▸ What is expected
Pull out every line below that holds the word "Coyote".

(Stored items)
[Start of Attachment]

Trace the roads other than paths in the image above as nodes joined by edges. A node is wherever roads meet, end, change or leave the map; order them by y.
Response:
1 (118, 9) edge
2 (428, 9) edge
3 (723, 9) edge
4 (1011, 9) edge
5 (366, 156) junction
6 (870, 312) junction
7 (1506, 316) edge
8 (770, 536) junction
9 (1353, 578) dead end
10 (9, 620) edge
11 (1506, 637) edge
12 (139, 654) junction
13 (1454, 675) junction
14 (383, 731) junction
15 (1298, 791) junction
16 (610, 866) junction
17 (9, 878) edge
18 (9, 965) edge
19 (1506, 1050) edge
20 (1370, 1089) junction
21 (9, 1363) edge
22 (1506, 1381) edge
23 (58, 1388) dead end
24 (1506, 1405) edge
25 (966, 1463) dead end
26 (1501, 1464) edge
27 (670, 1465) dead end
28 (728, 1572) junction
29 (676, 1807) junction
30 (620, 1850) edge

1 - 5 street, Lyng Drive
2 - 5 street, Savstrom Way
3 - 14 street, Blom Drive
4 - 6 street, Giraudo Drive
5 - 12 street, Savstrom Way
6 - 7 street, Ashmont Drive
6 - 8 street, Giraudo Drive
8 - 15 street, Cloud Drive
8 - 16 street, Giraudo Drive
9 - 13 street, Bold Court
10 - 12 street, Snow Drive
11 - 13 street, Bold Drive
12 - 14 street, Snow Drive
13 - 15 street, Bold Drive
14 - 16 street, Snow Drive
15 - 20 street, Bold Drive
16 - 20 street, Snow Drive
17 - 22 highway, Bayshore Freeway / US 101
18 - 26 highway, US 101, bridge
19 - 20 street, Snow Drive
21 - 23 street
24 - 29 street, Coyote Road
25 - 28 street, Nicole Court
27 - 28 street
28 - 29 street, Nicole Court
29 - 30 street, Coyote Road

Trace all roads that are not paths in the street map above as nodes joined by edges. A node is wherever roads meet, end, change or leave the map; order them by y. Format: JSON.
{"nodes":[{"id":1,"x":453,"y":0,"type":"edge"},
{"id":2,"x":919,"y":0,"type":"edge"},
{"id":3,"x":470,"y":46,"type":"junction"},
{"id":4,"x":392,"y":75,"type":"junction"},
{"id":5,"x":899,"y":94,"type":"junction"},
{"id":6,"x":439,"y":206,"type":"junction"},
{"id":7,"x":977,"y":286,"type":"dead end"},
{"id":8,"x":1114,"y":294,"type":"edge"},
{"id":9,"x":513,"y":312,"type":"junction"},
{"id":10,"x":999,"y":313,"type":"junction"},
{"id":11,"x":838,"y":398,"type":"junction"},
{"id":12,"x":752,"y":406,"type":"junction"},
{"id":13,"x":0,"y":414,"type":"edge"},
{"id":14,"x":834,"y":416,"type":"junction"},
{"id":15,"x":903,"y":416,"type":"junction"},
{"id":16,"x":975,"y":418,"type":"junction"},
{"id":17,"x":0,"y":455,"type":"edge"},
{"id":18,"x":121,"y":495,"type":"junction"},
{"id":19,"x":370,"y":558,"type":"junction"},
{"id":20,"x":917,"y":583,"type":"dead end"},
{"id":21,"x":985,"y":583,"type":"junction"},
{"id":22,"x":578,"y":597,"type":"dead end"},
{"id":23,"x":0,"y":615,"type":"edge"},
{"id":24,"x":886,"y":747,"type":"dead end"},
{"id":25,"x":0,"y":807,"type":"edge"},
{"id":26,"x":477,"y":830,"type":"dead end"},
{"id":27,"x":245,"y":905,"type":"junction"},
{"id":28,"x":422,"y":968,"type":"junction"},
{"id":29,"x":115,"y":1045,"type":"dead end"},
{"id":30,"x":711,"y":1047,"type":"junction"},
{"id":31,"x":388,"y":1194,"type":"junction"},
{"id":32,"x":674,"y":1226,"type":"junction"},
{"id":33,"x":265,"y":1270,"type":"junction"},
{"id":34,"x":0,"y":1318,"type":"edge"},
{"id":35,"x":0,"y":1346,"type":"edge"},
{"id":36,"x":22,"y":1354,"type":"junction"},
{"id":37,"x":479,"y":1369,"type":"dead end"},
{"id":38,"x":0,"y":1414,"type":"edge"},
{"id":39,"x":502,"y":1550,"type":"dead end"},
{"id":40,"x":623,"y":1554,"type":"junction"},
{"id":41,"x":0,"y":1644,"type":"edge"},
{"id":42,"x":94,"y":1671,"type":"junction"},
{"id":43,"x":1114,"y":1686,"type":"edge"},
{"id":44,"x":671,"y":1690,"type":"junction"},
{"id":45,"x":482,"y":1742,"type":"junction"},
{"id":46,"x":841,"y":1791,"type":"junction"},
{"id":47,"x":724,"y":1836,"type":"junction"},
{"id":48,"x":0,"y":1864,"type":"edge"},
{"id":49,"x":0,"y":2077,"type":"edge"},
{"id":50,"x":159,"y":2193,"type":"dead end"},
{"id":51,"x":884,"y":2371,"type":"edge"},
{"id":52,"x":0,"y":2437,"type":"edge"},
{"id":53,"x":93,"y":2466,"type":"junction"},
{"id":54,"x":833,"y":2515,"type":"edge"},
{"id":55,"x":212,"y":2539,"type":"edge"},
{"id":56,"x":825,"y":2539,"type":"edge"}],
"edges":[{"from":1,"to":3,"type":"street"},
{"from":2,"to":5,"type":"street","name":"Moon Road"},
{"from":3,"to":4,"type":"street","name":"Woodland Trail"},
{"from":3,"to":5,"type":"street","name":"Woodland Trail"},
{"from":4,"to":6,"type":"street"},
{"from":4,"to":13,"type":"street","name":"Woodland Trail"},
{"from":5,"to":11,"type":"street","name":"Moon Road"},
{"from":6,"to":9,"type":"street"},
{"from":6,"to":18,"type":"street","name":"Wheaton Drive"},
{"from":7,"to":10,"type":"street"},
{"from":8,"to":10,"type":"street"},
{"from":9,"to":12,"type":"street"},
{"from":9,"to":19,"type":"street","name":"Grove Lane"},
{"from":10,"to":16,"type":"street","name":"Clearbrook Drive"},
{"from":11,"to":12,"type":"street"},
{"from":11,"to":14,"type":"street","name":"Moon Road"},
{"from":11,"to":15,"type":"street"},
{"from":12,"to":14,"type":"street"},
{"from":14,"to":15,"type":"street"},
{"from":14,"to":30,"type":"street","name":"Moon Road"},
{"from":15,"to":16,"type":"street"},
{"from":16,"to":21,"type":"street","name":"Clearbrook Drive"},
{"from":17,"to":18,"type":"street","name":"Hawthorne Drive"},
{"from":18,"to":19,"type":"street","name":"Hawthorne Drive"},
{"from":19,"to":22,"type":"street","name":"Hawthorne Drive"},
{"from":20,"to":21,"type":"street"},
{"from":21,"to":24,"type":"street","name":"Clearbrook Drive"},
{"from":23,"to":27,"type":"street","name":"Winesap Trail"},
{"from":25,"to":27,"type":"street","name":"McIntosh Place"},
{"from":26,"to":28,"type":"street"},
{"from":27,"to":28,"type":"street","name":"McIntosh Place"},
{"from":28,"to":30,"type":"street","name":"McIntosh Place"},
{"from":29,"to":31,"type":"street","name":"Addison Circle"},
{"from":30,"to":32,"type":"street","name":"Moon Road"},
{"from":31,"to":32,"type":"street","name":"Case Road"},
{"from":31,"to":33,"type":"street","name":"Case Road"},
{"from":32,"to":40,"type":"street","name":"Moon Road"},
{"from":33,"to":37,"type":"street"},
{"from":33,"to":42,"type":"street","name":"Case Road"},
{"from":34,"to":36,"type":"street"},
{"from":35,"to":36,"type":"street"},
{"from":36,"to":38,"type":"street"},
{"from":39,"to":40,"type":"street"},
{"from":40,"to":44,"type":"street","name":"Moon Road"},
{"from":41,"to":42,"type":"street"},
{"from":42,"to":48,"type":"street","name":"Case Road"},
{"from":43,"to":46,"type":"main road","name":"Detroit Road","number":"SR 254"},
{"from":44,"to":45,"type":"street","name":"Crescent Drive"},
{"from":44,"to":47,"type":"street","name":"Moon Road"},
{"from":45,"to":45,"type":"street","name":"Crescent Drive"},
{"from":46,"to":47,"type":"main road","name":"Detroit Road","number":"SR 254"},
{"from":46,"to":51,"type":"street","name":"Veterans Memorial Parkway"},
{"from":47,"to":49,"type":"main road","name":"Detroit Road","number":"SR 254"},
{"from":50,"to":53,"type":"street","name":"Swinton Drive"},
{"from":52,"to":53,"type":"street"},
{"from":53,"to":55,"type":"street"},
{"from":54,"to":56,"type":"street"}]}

[End of Attachment]

▸ The answer
24 - 29 street, Coyote Road
29 - 30 street, Coyote Road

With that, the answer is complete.